Exactly the lines from the start of the data through the line containing "thumb mcp: (710, 1012)" should be output, with both ends kept and nothing added.

Joint position lists:
=====
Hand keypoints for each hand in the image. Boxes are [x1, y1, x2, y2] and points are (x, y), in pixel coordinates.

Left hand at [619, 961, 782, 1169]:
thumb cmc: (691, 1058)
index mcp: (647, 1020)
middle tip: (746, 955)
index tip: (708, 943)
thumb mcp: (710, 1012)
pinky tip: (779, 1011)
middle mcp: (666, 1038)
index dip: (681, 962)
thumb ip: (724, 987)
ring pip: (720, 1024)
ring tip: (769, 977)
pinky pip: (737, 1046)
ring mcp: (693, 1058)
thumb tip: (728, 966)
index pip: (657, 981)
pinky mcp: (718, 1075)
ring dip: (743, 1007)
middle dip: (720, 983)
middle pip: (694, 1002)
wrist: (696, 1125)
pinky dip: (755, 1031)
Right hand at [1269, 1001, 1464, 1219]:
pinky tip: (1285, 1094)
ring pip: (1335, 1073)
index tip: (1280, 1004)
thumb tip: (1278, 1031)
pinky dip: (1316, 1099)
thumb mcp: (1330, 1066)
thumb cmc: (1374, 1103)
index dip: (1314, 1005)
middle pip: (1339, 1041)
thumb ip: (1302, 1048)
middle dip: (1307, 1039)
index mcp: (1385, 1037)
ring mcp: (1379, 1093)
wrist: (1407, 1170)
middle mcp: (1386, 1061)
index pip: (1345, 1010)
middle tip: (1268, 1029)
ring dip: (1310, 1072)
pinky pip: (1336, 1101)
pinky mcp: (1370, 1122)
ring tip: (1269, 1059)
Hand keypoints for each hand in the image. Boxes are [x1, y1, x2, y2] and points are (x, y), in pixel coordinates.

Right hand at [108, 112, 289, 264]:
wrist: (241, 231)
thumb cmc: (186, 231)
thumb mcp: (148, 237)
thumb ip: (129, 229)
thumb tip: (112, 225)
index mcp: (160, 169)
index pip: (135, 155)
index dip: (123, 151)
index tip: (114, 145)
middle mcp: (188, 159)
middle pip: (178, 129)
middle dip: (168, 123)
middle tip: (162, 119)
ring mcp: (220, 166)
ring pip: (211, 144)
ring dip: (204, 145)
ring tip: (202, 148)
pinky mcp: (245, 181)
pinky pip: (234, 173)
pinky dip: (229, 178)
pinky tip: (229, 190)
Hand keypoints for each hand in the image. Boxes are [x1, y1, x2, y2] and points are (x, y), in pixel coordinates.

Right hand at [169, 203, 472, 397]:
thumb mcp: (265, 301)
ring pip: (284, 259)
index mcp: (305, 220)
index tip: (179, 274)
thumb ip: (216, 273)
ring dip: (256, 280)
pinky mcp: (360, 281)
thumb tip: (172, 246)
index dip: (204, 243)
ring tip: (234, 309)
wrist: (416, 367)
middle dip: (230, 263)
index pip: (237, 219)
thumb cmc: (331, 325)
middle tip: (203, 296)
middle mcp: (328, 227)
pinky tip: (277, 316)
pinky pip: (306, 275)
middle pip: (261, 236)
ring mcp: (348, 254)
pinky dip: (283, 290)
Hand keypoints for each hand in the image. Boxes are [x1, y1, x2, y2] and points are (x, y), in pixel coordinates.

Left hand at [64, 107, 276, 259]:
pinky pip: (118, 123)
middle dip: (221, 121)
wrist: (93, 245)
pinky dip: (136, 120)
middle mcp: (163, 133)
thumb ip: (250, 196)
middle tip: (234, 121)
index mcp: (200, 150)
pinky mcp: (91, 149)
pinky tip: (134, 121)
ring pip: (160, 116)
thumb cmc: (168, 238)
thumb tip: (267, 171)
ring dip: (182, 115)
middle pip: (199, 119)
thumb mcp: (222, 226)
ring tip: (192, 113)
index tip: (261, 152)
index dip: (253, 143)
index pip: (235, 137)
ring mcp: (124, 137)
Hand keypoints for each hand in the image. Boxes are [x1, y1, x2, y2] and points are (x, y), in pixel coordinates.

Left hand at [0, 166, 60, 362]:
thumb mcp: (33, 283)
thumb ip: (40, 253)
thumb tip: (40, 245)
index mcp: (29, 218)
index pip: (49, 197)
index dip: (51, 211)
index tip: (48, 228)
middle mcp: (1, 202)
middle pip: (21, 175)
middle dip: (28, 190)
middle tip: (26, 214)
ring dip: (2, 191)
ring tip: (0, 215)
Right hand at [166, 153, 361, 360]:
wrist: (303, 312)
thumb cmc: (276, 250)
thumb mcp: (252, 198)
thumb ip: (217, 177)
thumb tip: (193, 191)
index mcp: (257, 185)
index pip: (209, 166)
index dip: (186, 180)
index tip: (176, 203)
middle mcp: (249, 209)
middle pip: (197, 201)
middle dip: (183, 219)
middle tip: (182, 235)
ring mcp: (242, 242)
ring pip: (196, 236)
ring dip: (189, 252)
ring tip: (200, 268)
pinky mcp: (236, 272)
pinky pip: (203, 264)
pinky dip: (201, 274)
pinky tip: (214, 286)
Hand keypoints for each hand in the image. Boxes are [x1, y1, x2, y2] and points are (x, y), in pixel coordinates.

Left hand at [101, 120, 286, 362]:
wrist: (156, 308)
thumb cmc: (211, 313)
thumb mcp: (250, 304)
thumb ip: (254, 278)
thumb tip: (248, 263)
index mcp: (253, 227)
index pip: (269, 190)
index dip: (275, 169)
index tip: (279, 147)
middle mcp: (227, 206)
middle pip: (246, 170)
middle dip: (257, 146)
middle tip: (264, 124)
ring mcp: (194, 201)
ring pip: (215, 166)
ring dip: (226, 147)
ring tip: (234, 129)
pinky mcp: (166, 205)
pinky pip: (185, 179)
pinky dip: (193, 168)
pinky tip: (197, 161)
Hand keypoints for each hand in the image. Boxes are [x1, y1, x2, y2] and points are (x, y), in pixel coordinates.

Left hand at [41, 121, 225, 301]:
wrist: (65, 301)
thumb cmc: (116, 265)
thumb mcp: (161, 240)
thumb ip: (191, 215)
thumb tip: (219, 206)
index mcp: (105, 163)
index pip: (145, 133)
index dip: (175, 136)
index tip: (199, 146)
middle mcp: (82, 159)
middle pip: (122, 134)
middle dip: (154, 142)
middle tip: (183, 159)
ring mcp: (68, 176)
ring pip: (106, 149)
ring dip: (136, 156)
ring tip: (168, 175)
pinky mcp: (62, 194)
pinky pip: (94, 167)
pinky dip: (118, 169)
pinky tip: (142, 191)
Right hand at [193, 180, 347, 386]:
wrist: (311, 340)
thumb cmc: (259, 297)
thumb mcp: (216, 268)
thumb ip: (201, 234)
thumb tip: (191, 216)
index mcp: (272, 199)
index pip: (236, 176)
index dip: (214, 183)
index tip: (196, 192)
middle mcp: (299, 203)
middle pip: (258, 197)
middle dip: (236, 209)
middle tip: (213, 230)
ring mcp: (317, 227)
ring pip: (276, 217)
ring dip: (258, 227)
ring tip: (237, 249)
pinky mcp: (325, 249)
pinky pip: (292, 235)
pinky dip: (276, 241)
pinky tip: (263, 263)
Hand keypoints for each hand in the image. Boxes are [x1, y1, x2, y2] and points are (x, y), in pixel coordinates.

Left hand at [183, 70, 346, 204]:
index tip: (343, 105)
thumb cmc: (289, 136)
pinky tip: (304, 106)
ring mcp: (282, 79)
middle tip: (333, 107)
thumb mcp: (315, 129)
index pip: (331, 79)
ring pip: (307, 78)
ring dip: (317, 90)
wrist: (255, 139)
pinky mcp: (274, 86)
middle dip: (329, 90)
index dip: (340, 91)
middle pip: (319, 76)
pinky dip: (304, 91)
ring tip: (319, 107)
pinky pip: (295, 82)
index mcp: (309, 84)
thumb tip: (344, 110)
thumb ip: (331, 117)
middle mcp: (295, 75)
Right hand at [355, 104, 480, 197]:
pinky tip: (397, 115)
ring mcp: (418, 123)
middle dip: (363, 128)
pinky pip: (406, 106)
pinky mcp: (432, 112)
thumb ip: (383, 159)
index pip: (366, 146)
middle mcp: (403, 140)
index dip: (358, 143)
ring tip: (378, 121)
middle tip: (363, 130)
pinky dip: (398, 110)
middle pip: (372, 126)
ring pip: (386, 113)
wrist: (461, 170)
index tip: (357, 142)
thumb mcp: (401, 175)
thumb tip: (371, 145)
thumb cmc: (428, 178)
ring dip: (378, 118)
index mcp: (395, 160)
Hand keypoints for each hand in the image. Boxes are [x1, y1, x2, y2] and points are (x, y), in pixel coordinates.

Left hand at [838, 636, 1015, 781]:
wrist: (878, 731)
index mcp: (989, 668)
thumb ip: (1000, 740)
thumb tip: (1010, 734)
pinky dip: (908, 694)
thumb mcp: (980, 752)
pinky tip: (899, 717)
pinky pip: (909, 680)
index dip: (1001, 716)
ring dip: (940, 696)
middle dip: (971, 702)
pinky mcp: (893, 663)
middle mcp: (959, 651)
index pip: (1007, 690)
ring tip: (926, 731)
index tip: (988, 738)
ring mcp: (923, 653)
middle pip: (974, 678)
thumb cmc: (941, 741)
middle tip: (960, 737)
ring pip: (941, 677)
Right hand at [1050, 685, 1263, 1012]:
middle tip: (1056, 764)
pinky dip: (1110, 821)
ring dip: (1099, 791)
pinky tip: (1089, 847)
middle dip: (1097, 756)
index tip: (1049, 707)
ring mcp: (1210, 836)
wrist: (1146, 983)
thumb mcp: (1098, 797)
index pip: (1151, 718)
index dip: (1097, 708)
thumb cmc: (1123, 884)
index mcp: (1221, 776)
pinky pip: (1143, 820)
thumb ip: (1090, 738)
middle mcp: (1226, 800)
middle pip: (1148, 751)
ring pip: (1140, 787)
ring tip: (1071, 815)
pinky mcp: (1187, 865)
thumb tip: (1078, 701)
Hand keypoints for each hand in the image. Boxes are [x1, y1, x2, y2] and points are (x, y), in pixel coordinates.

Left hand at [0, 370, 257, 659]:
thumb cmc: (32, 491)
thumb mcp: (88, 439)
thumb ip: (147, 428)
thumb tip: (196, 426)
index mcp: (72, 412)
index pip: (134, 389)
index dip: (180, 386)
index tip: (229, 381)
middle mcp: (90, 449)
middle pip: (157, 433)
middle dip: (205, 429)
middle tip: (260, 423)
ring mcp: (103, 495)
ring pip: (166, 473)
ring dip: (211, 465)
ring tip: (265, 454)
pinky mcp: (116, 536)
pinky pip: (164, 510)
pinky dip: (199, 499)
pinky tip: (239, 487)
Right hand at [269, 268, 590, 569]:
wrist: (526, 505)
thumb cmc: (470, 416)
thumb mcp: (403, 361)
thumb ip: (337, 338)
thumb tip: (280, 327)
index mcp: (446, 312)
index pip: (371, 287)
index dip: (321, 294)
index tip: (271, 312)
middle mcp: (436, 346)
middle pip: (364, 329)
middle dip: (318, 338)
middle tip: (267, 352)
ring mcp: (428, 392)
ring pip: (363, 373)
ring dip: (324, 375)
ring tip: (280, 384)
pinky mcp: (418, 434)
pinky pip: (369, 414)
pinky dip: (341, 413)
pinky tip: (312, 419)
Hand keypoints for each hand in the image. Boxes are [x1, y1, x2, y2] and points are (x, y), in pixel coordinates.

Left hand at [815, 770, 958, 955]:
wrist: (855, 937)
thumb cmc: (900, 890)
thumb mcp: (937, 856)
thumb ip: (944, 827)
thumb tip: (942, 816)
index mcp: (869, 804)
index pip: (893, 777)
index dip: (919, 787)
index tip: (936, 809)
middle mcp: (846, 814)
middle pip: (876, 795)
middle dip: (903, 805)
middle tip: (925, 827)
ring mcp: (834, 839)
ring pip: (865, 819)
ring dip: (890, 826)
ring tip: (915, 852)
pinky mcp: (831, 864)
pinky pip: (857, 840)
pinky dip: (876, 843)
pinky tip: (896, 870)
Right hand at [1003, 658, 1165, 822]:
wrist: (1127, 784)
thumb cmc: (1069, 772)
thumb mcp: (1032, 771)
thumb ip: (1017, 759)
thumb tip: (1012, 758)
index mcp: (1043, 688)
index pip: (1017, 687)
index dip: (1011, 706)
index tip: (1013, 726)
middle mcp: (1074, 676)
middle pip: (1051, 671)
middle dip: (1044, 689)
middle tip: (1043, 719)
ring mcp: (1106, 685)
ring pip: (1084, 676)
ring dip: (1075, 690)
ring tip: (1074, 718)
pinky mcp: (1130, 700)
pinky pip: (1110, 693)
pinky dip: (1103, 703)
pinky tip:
=====
Response to this task:
Hand keypoints for each hand in the image. Boxes are [x1, y1, x2, y2] and points are (x, y), in pixel coordinates.

Left hand at [619, 961, 782, 1169]:
thumb cmc: (691, 1058)
index mcp: (647, 1020)
middle tip: (746, 955)
index tip: (708, 943)
thumb mcp: (710, 1012)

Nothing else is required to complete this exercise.